Cyclical stocks have always been tricky for investors. At the bottom of an economic cycle, they can appear to have fairly high price-to-earnings (P/E) ratios as investors look ahead to better times. When the cycle improves and approaches a peak, the P/E multiple then tends to shrink as investors brace for an earnings downdraft. That's why a company like U.S. Steel (NYSE: X) can trade for 30 or 40 times profits during bad times, but end up trading for only six or seven times profits when earnings growth has maxed out.
In that light, it's a bit curious that shares of Boeing (NYSE: BA) trade for 13 times next year's earnings. Because by my math, 2011 could wind up being a peak year for Boeing, and profits look set to slump in subsequent years. Don't blame the economy. For the broader economy -- and many cyclical stocks -- the economic cycle has only just begun to turn and we may not see a peak until the middle of the decade. Boeing is peaking for an entirely different reason. One of its core markets is about to flatten out and then shrink. And the other market is about to see a sharp spike in competition.
A sea change at the Dept. of Defense
In recent weeks, Defense Secretary Robert Gates has made it increasingly clear that his department will have to tighten its belt along with everyone else. For now, that means the never-ending budget increases in defense spending will need to come to a halt. And after the war in Afghanistan concludes, defense spending could start to fall at a steady clip. During the past 10 years, spending at the Department of Defense has gone up an average of +6.4% every year. That works out to an +86% increase in the past 10 years. That looks set to reverse course, unless we enter into another war. In the 1990s, defense spending reductions were called a "peace dividend." This time, those spending cuts could be known as "budget saviors."
Boeing's defense business, which represents half of company sales, focuses on weapons and aircraft capabilities, intelligence and surveillance systems, communications architectures and extensive large-scale integration expertise. Demand will always remain for these types of items, but Boeing is already seeing certain potentially lucrative programs get cut from the budget. And the process is just getting started. "Based on our reading of the 2010 Quadrennial Defense Review (QDR), we believe long-term major development programs will come under more scrutiny, and therefore we expect to see more disciplined spending on these programs in the future," note analysts at Imperial Capital. In addition, Boeing is the fourth-largest vendor to the Department of Homeland Security (DHS), with $2.3 billion in sales last year. The DHS budget is also at risk of a pullback in spending as industry analysts increasingly agree that the DHS has become bloated and unwieldy.
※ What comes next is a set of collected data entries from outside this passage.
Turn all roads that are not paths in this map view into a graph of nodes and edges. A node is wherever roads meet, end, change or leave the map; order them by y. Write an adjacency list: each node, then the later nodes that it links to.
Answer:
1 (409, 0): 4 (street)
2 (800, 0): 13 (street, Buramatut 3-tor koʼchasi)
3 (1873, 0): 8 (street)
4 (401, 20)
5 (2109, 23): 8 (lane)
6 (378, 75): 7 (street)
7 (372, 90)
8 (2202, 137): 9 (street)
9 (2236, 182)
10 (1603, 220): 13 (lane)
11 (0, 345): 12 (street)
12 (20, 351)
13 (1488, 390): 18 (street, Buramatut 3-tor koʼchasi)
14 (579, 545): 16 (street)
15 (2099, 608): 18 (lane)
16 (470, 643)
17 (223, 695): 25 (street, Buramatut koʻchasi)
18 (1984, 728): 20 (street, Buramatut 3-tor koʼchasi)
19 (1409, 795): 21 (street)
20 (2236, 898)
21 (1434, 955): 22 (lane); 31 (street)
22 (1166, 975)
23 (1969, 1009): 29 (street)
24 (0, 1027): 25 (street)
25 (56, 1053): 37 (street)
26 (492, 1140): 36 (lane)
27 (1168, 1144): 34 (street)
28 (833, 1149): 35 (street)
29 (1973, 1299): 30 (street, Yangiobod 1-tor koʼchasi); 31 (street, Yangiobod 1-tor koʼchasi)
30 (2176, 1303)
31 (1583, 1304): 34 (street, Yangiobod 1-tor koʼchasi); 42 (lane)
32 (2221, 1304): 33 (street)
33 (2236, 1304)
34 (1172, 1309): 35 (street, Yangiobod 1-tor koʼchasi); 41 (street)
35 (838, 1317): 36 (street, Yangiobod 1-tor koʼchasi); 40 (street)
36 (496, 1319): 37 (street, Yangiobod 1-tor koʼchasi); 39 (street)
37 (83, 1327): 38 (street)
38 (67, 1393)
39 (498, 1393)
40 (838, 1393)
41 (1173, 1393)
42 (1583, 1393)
Commercial airline competition heats up
For many years Boeing and Airbus enjoyed a virtual stranglehold in the commercial aerospace market. But in the last decade, Canada's Bombardier and Brazil's Embraer (NYSE: ERJ) developed impressive new planes, cannibalizing market share in the regional jet category.
[Read: This Unknown Brazilian Stock Could Unseat Two Global Powerhouses]
Boeing and Airbus' grip on the jumbo jet market has been untouched and is likely to remain that way. But the market for smaller planes is about to get a lot more crowded, creating real competition for the Boeing 737 and the Airbus 320. Industry publication AirInsight recently noted that: "New entrants for the 150-seat market segment in China, Russia and potentially Japan will have an impact on Airbus and Boeing. While we don't expect these programs to be particularly successful outside the home markets, these domestic sales will significantly eat into the market shares of Airbus and Boeing."
Action to Take --> Boeing can still count on a fairly hefty backlog in each of these divisions. So sales and profits are unlikely to plummet once a peak has been reached. Instead, look for orders in both divisions start to slump, beginning in 2011. That should lead to a steady downdraft in backlog, which is the key metric that most investors focus upon. As noted, Boeing is entering the peak phase of its cycle, and this business should be worth no more than 10 times peak earnings -- implying nearly -25% downside.